*** Begin section ***

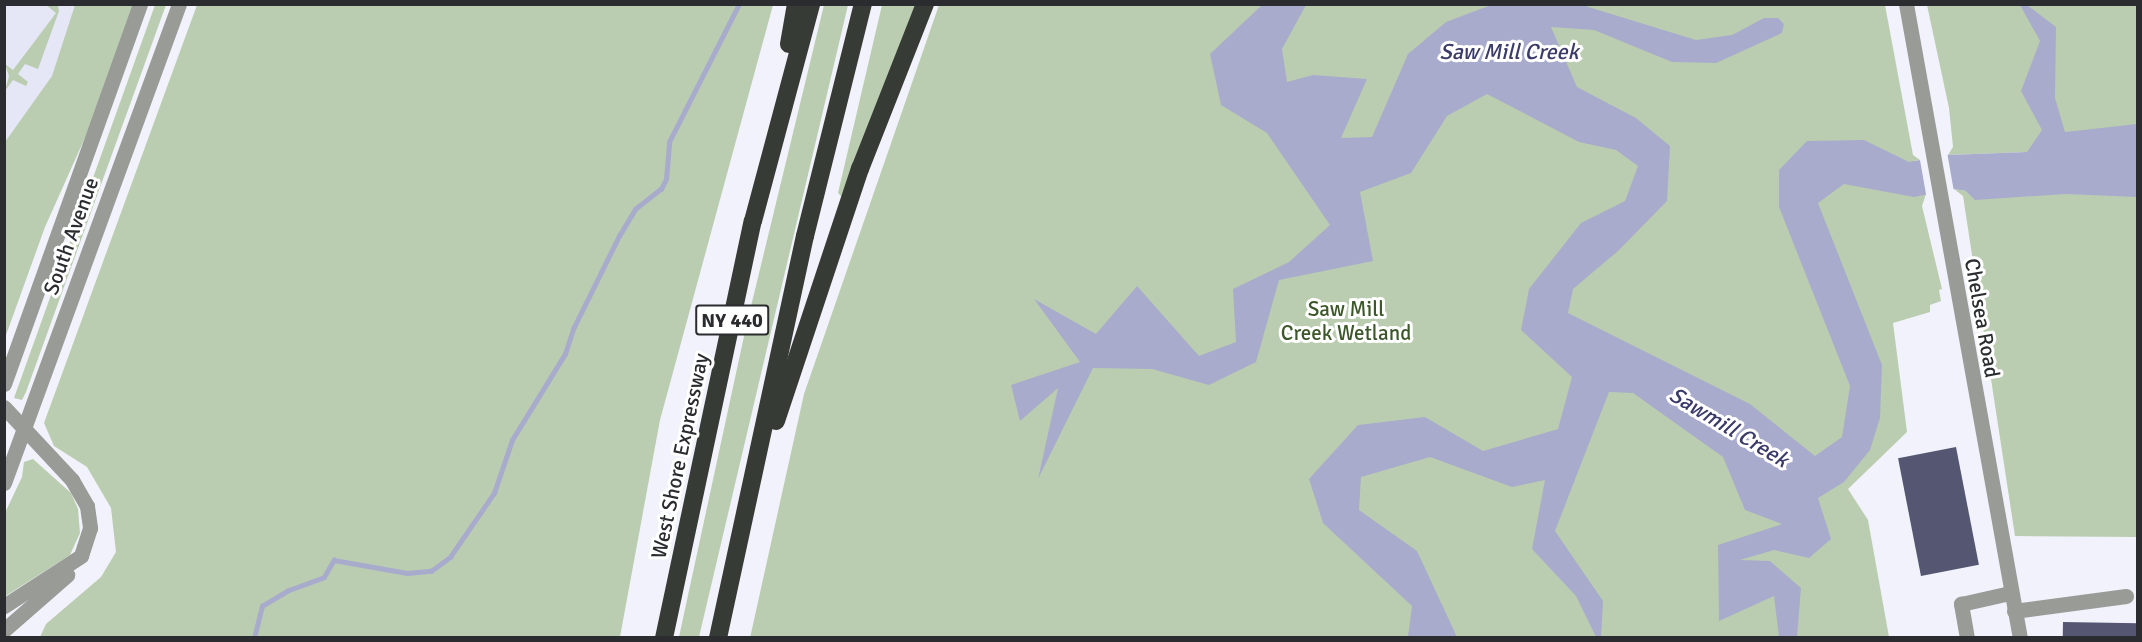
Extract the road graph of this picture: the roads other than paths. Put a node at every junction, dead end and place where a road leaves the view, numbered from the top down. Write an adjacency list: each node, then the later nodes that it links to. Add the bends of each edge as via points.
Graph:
1 (140, 4): 9 (street, South Avenue)
2 (178, 4): 11 (street, South Avenue)
3 (796, 4): 8 (highway)
4 (811, 4): 8 (highway, West Shore Expressway / NY 440)
5 (863, 4): 13 (highway, NY 440, via 805,236)
6 (925, 4): 13 (highway, via 860,169)
7 (1906, 4): 15 (street, Chelsea Road)
8 (753, 221): 20 (highway, West Shore Expressway / NY 440)
9 (4, 384)
10 (4, 407): 11 (street)
11 (16, 440): 12 (street, South Avenue); 14 (street, via 72,480 87,506 90,528)
12 (4, 483)
13 (745, 517): 21 (highway, NY 440)
14 (81, 556): 17 (street, via 62,572); 19 (street, via 58,586)
15 (2010, 593): 18 (street, Chelsea Road); 22 (street, via 1961,604)
16 (2126, 596): 18 (street)
17 (4, 606)
18 (2014, 611): 23 (street, Chelsea Road)
19 (4, 630)
20 (663, 638)
21 (718, 638)
22 (1967, 638)
23 (2020, 638)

*** End section ***

-- Instructions to follow --
The entries must be repeated exactly. Leave the images out.

-- Result below --
Extract the road graph of this picture: the roads other than paths. Put a node at every junction, dead end and place where a road leaves the view, numbered from the top down. Write an adjacency list: each node, then the later nodes that it links to. Add the bends of each edge as via points.
Graph:
1 (140, 4): 9 (street, South Avenue)
2 (178, 4): 11 (street, South Avenue)
3 (796, 4): 8 (highway)
4 (811, 4): 8 (highway, West Shore Expressway / NY 440)
5 (863, 4): 13 (highway, NY 440, via 805,236)
6 (925, 4): 13 (highway, via 860,169)
7 (1906, 4): 15 (street, Chelsea Road)
8 (753, 221): 20 (highway, West Shore Expressway / NY 440)
9 (4, 384)
10 (4, 407): 11 (street)
11 (16, 440): 12 (street, South Avenue); 14 (street, via 72,480 87,506 90,528)
12 (4, 483)
13 (745, 517): 21 (highway, NY 440)
14 (81, 556): 17 (street, via 62,572); 19 (street, via 58,586)
15 (2010, 593): 18 (street, Chelsea Road); 22 (street, via 1961,604)
16 (2126, 596): 18 (street)
17 (4, 606)
18 (2014, 611): 23 (street, Chelsea Road)
19 (4, 630)
20 (663, 638)
21 (718, 638)
22 (1967, 638)
23 (2020, 638)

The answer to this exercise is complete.